WHAT THE TASK ASKS: Determine the number of lines in these entries that hold the word "text". Give the number and nothing more.

(Stored data)
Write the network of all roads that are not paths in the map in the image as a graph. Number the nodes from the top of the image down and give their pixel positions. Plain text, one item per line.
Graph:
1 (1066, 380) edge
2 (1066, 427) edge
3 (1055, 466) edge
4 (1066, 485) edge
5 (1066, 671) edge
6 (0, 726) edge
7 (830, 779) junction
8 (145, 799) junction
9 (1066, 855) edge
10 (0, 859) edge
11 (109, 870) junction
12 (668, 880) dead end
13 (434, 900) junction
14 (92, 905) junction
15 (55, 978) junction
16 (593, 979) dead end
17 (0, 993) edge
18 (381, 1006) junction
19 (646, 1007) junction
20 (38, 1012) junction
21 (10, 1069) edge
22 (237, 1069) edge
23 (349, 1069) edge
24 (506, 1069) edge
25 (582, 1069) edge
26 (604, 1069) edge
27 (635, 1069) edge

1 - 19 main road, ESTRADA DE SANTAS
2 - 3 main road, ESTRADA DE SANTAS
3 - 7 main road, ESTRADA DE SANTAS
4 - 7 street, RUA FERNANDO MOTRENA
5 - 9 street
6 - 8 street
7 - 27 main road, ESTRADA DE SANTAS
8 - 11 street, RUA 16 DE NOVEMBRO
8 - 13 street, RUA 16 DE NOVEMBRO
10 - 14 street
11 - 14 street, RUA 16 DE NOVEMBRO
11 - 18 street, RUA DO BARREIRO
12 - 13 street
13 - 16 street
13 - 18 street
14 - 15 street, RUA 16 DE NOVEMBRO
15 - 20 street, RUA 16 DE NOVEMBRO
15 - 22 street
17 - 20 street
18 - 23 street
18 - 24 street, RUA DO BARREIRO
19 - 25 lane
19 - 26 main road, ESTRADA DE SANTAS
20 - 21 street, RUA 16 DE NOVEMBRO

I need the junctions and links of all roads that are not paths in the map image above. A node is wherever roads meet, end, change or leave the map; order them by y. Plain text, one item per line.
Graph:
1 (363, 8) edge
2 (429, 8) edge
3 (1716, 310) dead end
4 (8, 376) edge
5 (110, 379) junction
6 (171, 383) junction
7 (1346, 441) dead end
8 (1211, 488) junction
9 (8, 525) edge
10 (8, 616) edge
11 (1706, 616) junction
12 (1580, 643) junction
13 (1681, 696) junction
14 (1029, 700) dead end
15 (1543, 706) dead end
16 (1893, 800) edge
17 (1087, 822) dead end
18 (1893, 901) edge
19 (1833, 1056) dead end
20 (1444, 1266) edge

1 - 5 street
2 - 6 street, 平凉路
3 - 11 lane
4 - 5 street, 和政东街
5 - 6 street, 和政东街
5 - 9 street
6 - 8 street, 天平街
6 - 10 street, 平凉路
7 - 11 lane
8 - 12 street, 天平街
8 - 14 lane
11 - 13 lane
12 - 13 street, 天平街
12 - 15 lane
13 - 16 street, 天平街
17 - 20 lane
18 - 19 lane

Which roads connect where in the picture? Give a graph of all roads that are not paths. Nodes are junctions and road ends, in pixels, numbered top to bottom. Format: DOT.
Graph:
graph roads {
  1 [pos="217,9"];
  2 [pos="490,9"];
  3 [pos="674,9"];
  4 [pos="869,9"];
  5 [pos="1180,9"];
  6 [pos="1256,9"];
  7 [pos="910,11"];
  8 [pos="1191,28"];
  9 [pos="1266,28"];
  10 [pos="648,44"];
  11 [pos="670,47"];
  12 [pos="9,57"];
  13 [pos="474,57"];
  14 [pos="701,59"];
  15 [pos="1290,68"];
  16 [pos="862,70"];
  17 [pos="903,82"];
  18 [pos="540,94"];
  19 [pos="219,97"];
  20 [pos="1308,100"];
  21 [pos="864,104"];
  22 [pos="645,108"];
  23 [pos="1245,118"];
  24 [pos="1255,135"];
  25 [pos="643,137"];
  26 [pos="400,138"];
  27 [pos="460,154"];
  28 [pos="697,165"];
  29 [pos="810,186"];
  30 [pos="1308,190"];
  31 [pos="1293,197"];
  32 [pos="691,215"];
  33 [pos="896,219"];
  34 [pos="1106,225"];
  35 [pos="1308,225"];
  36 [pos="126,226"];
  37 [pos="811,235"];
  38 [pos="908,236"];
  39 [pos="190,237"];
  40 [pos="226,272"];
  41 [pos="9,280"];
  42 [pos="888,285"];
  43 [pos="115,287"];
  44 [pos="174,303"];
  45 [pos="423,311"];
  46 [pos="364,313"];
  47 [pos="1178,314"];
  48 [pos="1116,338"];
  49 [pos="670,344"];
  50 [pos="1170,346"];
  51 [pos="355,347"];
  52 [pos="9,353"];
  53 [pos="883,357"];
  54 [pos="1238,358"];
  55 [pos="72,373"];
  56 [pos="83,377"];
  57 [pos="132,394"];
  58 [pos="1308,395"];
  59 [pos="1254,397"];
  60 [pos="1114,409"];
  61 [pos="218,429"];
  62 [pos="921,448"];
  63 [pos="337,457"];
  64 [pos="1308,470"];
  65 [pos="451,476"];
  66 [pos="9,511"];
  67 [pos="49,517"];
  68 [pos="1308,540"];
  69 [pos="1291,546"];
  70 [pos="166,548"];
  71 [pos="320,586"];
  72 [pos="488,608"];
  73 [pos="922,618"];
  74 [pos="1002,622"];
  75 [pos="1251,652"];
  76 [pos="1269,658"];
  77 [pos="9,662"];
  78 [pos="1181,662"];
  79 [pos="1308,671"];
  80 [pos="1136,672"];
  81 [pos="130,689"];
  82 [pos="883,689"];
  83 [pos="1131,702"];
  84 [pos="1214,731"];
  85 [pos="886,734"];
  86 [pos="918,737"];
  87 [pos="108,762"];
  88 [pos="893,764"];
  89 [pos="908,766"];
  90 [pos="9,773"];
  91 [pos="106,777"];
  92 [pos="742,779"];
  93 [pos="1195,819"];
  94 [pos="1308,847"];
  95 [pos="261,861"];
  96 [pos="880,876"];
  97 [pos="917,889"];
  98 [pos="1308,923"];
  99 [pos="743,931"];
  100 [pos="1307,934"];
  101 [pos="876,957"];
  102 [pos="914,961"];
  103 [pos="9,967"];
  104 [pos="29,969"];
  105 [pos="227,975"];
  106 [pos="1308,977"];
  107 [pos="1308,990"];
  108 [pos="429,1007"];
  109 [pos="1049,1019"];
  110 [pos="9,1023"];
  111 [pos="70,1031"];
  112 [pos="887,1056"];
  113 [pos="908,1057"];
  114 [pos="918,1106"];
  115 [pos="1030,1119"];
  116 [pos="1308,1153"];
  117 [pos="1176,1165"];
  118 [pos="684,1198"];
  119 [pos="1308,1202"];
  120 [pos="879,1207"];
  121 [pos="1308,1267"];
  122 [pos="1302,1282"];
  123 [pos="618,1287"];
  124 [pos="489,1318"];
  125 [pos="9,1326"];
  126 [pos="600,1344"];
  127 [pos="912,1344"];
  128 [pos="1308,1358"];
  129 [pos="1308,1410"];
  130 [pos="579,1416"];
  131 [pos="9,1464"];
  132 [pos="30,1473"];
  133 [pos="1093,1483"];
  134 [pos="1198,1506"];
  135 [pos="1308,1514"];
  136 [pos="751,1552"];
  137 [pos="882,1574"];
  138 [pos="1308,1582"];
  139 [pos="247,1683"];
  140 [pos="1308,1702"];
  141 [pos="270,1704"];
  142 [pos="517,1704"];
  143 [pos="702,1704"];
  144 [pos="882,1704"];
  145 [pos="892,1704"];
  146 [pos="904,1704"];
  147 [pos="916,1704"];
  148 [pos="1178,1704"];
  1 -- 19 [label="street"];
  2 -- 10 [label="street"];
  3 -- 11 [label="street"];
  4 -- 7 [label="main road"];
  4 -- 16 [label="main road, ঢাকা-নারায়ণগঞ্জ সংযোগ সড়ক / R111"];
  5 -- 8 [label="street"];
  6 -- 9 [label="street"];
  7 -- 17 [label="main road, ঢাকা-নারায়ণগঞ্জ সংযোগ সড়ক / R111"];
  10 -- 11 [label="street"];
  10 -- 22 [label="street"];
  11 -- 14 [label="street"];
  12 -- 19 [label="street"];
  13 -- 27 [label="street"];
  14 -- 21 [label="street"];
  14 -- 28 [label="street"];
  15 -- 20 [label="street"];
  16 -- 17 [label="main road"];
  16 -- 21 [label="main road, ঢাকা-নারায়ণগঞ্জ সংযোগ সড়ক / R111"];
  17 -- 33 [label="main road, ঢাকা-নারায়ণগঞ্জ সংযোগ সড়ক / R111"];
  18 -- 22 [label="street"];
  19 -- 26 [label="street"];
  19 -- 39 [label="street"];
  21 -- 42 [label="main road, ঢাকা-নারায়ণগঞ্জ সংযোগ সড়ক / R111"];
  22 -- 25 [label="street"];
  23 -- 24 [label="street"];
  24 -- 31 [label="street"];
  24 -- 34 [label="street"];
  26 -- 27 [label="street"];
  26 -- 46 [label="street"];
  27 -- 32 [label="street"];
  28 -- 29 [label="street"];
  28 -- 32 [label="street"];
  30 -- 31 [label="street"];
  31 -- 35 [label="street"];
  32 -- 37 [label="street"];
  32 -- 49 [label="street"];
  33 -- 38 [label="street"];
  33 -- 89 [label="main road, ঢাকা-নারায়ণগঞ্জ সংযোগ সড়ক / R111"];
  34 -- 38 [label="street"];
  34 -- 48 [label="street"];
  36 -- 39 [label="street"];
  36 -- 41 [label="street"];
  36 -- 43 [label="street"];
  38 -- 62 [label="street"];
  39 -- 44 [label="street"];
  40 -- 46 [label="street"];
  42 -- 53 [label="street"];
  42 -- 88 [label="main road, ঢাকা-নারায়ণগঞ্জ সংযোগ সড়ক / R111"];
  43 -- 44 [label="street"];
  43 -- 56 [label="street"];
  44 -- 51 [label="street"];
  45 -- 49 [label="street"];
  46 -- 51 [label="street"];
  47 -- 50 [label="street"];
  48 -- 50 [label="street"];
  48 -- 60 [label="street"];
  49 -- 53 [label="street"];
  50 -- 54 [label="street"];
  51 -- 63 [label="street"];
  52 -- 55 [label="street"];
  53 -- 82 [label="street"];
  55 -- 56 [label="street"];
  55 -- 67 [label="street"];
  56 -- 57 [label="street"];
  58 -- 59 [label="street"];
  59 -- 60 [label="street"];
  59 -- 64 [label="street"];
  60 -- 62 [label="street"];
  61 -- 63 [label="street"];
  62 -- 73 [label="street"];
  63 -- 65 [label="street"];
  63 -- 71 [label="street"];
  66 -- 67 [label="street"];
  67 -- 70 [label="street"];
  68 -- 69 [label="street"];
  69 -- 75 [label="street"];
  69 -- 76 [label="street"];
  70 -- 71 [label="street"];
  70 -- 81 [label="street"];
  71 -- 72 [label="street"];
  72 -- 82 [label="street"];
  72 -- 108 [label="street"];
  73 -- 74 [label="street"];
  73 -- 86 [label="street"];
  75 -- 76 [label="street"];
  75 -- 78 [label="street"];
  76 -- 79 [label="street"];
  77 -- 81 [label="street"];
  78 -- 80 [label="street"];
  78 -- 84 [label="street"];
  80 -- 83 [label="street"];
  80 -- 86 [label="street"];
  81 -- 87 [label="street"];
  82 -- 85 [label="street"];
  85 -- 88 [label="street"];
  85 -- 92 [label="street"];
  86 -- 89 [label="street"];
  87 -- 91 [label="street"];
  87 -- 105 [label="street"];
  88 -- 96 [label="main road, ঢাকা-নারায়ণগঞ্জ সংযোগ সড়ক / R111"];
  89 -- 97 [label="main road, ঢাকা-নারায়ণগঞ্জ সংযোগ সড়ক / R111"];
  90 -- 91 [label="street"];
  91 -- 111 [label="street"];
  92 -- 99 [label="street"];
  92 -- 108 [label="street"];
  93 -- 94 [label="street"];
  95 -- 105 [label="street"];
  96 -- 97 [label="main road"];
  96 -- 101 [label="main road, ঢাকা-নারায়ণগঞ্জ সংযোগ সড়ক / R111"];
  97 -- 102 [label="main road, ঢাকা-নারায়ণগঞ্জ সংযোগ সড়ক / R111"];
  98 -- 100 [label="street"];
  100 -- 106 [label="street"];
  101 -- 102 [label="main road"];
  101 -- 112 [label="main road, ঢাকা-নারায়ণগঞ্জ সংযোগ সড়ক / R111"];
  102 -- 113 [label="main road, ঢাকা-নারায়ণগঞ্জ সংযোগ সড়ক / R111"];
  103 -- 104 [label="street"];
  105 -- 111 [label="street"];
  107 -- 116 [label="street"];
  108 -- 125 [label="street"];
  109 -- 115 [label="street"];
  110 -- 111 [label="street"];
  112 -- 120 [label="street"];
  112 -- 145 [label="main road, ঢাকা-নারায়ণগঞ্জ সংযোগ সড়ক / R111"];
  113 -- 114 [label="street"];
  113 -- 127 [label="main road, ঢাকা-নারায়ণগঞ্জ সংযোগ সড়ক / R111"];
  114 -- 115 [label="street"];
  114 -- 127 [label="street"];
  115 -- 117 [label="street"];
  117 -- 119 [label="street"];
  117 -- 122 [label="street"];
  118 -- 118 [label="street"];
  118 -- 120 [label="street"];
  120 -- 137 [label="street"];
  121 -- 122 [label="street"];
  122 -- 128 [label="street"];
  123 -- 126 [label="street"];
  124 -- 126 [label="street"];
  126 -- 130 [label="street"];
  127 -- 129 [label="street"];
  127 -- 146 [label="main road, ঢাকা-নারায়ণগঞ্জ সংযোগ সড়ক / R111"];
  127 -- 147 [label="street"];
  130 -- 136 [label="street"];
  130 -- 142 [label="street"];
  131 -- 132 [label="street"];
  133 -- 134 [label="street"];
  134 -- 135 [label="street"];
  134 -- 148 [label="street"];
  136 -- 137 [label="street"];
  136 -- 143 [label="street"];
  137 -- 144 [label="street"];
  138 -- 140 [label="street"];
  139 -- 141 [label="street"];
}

ANSWER FOR THIS EXERCISE: 2